■ Brief
Search the entries for the word "Прокопьевская". Copy every line that holds it.

Stored items
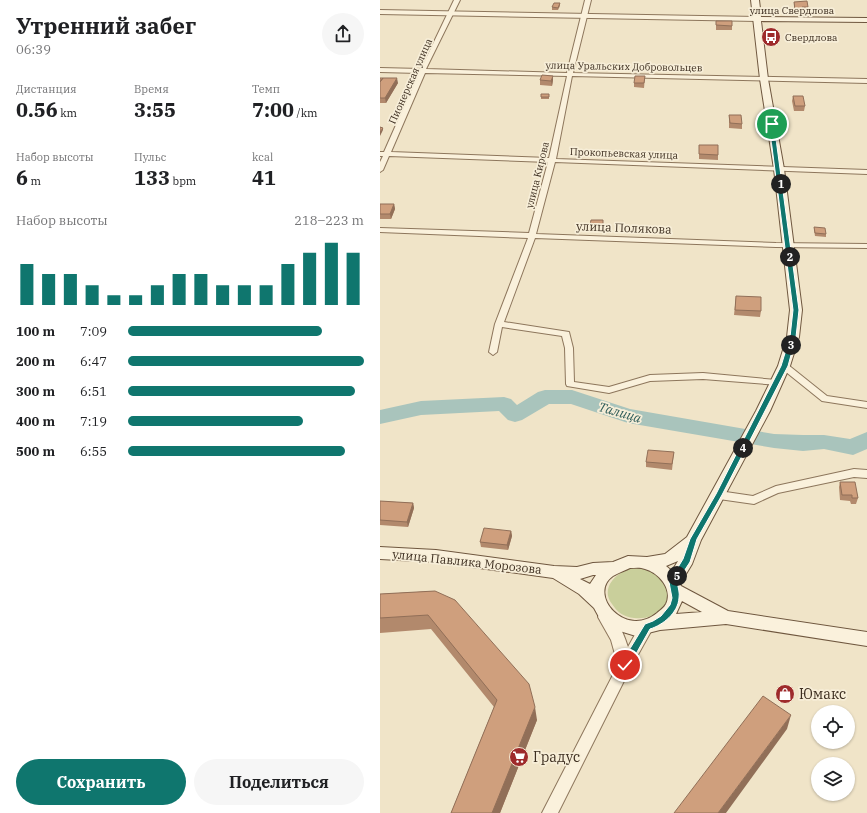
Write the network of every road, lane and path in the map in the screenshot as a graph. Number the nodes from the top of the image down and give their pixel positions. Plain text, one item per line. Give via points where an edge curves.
1 (457, 0) edge
2 (588, 0) edge
3 (755, 0) edge
4 (380, 12) edge
5 (451, 12) junction
6 (584, 16) junction
7 (757, 19) junction
8 (867, 20) edge
9 (380, 70) edge
10 (423, 70) junction
11 (570, 74) junction
12 (764, 79) junction
13 (867, 81) edge
14 (380, 154) edge
15 (388, 154) junction
16 (552, 160) junction
17 (779, 169) junction
18 (380, 170) edge
19 (867, 172) edge
20 (380, 230) edge
21 (532, 236) junction
22 (788, 245) junction
23 (867, 246) edge
24 (499, 324) junction
25 (493, 352) dead end
26 (784, 366) junction
27 (776, 382) junction
28 (867, 405) edge
29 (867, 474) edge
30 (719, 495) junction
31 (694, 539) junction
32 (380, 553) edge
33 (648, 563) junction
34 (612, 568) junction
35 (554, 572) junction
36 (674, 586) junction
37 (599, 606) junction
38 (726, 616) junction
39 (652, 625) junction
40 (867, 639) edge
41 (625, 665) junction
42 (550, 813) edge

1 - 5 street, Пионерская улица
2 - 6 street, улица Кирова
3 - 7 main road
4 - 5 street, улица Свердлова
5 - 6 street, улица Свердлова
5 - 10 street, Пионерская улица
6 - 7 street, улица Свердлова
6 - 11 street, улица Кирова
7 - 8 main road, улица Свердлова
7 - 12 main road
9 - 10 street, улица Уральских Добровольцев
10 - 11 street, улица Уральских Добровольцев
10 - 15 street, Пионерская улица
11 - 12 street, улица Уральских Добровольцев
11 - 16 street, улица Кирова
12 - 13 street, улица Уральских Добровольцев
12 - 17 main road
14 - 15 street, Прокопьевская улица
15 - 16 street, Прокопьевская улица
15 - 18 street, Пионерская улица
16 - 17 street, Прокопьевская улица
16 - 21 street, улица Кирова
17 - 19 street, Прокопьевская улица
17 - 22 main road
20 - 21 street, улица Полякова
21 - 22 street, улица Полякова
21 - 24 street, улица Кирова
22 - 23 street, улица Полякова
22 - 26 main road via 796,310 793,337
24 - 25 street, улица Кирова
24 - 27 street via 566,334 570,384 608,390 650,378 703,376
26 - 27 main road
26 - 28 street via 825,399
27 - 30 main road
29 - 30 street via 854,473 776,490 754,500
30 - 31 main road
31 - 33 main road via 670,560
31 - 36 main road
32 - 35 main road, улица Павлика Морозова via 436,556
33 - 34 main road via 628,562
33 - 36 main road via 662,570
34 - 35 main road, улица Павлика Морозова via 577,573
34 - 37 main road via 599,582 596,592
35 - 37 main road via 585,589
36 - 38 main road
36 - 39 main road via 676,598 673,606 664,618
37 - 39 main road via 612,621 624,626 636,628
37 - 41 street via 615,631 624,652
38 - 39 main road
38 - 40 main road
39 - 41 street
41 - 42 street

■ Written solution
14 - 15 street, Прокопьевская улица
15 - 16 street, Прокопьевская улица
16 - 17 street, Прокопьевская улица
17 - 19 street, Прокопьевская улица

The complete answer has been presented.